* _DATA SUPPLIED_
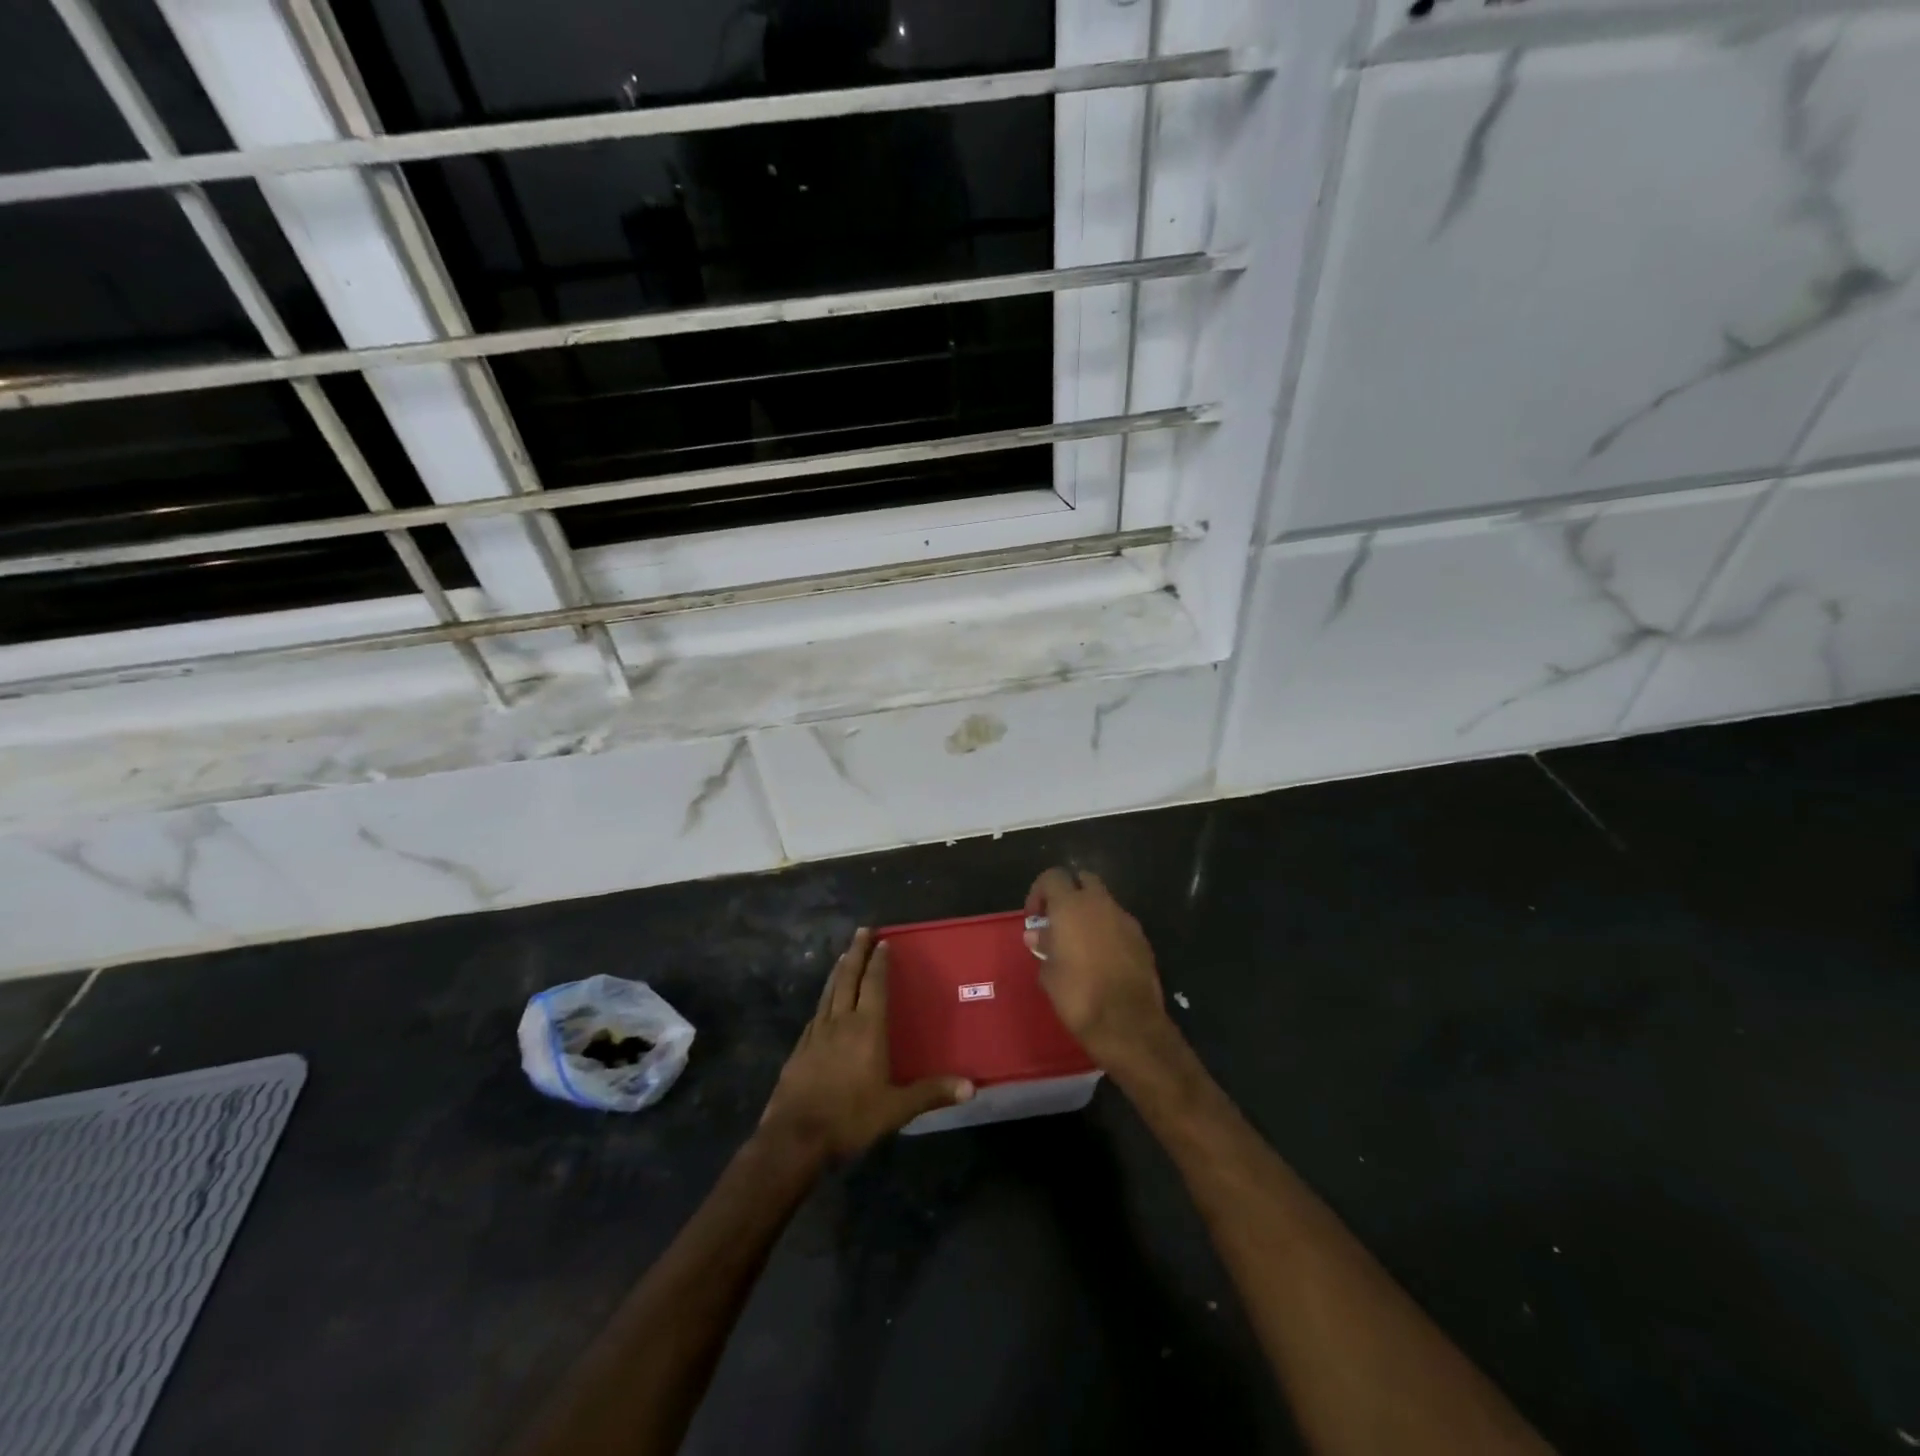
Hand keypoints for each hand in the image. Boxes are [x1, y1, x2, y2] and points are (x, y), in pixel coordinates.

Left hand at [760, 929, 972, 1161]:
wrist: (794, 1137)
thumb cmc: (850, 1118)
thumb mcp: (896, 1109)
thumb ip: (931, 1093)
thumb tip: (971, 1086)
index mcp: (867, 1029)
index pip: (874, 985)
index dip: (879, 962)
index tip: (883, 941)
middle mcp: (841, 1022)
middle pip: (848, 978)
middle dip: (856, 952)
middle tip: (862, 930)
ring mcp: (816, 1033)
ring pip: (829, 991)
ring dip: (838, 971)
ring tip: (843, 955)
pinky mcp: (800, 1048)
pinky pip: (816, 1013)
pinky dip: (824, 999)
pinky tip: (825, 1003)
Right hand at [1026, 867, 1174, 1070]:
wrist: (1127, 1023)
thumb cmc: (1078, 995)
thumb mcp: (1048, 973)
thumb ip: (1043, 946)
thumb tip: (1037, 935)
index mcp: (1071, 906)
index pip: (1053, 876)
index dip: (1039, 892)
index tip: (1035, 917)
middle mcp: (1100, 904)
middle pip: (1083, 879)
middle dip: (1069, 893)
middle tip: (1058, 921)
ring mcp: (1125, 919)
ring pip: (1104, 901)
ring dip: (1090, 913)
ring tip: (1080, 943)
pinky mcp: (1142, 939)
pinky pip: (1119, 923)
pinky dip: (1108, 930)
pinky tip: (1102, 958)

* _TASK_
If a line of the listing above contains "ring", pick it out and copy it.

* _RESPONSE_
ring mcp: (816, 1033)
ring pip: (829, 991)
ring dip: (838, 971)
ring tip: (843, 955)
ring mcp: (1125, 919)
ring pip: (1104, 901)
ring dip: (1090, 913)
ring tip: (1080, 943)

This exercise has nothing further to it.